*** Supplied entries ***

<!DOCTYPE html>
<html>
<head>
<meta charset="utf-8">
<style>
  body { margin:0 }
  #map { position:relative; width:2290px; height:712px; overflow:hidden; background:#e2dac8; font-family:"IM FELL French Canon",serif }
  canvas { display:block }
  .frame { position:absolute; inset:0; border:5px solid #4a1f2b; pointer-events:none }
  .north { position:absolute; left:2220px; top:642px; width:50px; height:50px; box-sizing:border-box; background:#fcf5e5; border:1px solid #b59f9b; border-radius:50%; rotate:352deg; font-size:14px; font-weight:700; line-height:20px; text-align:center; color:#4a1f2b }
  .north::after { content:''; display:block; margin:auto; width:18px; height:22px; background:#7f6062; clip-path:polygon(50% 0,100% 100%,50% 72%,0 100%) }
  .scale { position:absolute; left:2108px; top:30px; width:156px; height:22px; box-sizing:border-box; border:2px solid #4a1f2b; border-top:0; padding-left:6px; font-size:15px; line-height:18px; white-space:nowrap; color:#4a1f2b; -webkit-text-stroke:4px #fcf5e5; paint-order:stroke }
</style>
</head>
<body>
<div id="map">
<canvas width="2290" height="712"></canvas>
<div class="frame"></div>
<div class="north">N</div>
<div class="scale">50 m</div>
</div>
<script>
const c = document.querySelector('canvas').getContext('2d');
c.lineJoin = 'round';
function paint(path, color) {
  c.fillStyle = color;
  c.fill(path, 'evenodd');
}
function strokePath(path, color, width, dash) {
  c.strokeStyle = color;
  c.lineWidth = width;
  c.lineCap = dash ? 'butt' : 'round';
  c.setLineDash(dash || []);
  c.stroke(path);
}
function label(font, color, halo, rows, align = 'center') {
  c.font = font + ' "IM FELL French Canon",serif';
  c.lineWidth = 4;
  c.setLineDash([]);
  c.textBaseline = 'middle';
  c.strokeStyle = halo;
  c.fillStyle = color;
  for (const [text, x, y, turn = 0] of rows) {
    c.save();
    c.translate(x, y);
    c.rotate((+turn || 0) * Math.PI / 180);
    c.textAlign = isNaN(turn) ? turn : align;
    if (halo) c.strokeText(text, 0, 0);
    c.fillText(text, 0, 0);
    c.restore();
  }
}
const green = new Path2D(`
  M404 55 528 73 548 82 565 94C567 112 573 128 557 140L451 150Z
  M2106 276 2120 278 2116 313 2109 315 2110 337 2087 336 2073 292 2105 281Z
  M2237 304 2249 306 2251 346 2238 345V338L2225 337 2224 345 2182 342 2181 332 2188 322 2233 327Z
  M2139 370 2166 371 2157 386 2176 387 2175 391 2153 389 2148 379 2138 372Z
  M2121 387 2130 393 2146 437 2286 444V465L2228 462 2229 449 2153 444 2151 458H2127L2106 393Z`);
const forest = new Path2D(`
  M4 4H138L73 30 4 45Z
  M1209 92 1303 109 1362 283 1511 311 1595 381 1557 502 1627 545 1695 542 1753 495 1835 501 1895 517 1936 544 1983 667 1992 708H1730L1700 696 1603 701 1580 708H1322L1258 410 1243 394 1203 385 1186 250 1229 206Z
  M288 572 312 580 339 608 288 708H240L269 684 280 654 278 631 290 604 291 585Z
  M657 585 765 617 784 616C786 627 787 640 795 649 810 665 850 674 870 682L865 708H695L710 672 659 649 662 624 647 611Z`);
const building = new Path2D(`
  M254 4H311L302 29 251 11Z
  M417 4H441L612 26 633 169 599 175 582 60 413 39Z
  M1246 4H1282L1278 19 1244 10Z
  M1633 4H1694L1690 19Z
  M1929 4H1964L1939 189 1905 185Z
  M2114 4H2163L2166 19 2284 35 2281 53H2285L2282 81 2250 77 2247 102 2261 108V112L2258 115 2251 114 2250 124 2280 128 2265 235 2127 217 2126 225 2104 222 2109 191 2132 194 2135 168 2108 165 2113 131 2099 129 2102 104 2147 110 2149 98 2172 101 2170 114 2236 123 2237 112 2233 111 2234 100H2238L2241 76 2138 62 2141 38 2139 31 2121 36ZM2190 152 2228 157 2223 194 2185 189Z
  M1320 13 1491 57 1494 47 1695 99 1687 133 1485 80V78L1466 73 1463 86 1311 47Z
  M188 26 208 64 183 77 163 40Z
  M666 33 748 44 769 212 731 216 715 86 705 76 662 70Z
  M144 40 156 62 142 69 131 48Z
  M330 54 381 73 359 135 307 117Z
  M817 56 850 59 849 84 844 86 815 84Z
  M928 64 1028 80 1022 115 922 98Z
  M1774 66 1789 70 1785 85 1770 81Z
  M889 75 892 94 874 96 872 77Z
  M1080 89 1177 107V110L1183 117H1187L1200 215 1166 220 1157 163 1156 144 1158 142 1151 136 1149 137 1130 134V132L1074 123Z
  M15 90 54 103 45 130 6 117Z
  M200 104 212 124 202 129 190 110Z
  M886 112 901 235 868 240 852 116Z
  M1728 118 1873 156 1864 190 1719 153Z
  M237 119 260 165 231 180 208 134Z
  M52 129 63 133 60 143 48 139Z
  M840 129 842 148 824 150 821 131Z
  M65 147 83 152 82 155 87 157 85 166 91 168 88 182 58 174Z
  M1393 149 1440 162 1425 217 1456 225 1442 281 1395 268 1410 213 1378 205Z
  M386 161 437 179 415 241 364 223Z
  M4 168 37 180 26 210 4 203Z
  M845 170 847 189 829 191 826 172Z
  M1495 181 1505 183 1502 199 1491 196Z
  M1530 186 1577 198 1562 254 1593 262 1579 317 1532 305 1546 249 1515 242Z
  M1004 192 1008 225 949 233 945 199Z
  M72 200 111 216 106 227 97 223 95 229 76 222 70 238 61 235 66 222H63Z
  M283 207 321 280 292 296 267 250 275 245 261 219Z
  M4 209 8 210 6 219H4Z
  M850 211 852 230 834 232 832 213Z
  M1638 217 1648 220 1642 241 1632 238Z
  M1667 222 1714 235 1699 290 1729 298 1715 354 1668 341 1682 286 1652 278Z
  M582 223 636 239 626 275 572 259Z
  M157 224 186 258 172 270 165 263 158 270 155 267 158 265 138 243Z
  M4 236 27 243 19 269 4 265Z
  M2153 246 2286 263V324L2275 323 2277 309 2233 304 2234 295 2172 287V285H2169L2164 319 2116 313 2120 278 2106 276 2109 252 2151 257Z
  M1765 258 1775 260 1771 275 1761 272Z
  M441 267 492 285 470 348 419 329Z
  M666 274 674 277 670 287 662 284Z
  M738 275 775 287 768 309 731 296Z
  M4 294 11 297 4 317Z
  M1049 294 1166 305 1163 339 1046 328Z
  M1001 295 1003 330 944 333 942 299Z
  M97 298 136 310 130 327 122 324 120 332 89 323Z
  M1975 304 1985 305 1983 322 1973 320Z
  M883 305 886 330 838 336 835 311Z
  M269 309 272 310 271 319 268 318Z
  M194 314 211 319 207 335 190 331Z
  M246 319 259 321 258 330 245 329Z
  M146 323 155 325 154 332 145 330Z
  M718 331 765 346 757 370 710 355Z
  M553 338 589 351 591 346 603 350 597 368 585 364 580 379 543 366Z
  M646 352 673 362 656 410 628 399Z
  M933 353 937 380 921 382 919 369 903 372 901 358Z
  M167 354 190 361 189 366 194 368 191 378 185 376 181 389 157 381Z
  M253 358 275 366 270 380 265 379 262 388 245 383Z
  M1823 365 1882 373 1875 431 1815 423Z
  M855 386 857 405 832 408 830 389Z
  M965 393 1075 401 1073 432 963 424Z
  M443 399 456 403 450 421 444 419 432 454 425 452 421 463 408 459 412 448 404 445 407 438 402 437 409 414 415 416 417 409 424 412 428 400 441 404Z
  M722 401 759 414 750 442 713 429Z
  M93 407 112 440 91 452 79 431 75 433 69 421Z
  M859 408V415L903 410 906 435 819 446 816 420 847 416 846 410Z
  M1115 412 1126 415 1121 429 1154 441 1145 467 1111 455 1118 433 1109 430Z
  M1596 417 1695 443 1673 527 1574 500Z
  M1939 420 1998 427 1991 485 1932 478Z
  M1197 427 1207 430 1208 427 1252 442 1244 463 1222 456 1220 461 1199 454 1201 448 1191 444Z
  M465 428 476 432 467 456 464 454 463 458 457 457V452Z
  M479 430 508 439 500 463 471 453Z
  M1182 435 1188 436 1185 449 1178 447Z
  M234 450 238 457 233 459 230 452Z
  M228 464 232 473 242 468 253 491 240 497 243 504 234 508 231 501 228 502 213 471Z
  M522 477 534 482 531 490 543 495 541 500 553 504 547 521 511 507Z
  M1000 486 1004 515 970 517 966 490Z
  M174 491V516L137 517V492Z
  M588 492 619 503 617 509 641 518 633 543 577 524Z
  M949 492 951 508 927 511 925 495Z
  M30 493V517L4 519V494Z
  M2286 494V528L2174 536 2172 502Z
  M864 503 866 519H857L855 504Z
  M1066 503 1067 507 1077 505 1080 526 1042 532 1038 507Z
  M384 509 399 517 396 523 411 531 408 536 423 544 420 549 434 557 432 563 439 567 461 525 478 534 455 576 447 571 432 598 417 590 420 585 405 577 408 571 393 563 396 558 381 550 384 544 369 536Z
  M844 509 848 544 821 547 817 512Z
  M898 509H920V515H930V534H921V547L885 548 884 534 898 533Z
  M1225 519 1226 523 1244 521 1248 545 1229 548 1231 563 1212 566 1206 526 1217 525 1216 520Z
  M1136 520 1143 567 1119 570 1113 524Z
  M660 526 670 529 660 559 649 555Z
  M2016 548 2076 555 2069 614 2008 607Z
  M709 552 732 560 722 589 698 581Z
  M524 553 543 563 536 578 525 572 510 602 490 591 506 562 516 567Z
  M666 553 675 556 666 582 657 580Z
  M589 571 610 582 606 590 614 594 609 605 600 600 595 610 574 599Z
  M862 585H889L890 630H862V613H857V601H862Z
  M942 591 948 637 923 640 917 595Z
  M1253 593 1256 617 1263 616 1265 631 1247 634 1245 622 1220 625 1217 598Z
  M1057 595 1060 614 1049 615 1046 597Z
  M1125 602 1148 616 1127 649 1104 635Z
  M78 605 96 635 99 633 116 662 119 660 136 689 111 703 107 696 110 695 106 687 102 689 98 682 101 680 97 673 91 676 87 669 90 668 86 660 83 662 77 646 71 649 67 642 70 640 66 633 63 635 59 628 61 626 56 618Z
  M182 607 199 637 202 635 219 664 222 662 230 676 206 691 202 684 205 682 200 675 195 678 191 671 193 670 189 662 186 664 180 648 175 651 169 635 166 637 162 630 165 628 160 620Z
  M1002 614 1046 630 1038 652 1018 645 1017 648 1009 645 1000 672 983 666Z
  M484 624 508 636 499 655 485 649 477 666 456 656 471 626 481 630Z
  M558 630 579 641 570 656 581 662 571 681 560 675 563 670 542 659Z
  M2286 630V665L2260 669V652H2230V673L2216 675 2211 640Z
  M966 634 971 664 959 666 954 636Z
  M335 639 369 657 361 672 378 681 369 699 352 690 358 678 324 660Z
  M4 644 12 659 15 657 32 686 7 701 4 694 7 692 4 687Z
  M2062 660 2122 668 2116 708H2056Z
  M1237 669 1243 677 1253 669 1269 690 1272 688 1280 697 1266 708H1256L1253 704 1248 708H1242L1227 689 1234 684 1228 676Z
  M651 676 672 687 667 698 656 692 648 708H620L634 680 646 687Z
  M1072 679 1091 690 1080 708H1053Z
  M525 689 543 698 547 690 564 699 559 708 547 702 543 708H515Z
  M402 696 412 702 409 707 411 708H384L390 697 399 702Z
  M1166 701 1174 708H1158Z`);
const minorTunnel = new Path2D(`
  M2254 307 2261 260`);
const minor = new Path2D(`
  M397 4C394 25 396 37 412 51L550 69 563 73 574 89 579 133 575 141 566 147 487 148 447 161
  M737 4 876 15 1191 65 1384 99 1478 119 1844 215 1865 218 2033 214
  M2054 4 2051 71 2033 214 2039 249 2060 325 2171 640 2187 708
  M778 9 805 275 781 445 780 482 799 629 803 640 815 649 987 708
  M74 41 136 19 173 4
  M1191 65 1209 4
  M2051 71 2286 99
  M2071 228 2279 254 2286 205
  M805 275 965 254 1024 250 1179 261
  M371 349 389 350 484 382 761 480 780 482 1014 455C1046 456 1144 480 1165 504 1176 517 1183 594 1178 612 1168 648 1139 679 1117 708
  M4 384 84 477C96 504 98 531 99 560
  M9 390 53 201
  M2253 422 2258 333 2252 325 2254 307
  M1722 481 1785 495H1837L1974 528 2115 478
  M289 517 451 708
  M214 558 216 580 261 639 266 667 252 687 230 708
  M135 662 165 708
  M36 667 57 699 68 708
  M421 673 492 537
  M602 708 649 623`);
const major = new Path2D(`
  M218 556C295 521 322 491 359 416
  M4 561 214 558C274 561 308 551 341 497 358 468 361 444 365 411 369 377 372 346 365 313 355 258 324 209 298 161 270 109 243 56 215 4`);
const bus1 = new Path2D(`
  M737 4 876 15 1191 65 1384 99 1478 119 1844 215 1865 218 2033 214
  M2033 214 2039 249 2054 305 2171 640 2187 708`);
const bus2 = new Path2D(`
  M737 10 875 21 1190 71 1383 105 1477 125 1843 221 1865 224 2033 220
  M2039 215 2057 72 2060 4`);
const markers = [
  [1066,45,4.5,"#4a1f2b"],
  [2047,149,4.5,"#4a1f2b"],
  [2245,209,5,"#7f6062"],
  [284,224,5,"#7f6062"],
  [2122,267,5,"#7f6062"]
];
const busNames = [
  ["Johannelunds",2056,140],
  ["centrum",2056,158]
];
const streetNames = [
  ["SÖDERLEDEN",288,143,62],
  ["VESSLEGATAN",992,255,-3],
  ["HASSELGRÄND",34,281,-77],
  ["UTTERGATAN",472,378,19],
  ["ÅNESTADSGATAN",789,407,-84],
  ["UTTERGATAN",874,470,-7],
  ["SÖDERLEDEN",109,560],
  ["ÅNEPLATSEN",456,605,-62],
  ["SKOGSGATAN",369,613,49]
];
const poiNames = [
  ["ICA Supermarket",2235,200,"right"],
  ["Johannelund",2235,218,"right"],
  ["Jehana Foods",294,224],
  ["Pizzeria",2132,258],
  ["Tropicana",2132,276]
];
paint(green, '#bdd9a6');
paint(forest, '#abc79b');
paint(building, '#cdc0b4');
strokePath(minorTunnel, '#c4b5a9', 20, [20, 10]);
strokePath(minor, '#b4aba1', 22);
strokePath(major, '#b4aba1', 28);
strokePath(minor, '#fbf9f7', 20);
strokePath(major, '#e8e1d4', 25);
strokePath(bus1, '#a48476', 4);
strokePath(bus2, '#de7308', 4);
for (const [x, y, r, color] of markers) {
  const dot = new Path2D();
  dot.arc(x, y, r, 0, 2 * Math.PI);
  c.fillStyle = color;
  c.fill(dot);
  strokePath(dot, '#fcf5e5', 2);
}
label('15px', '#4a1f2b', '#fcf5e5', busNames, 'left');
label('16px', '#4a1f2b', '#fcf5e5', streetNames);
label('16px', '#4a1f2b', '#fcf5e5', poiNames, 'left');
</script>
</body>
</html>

*** End of Supplied entries ***

Whenever a line of the data above includes the word "turn", copy that line.

  for (const [text, x, y, turn = 0] of rows) {
    c.rotate((+turn || 0) * Math.PI / 180);
    c.textAlign = isNaN(turn) ? turn : align;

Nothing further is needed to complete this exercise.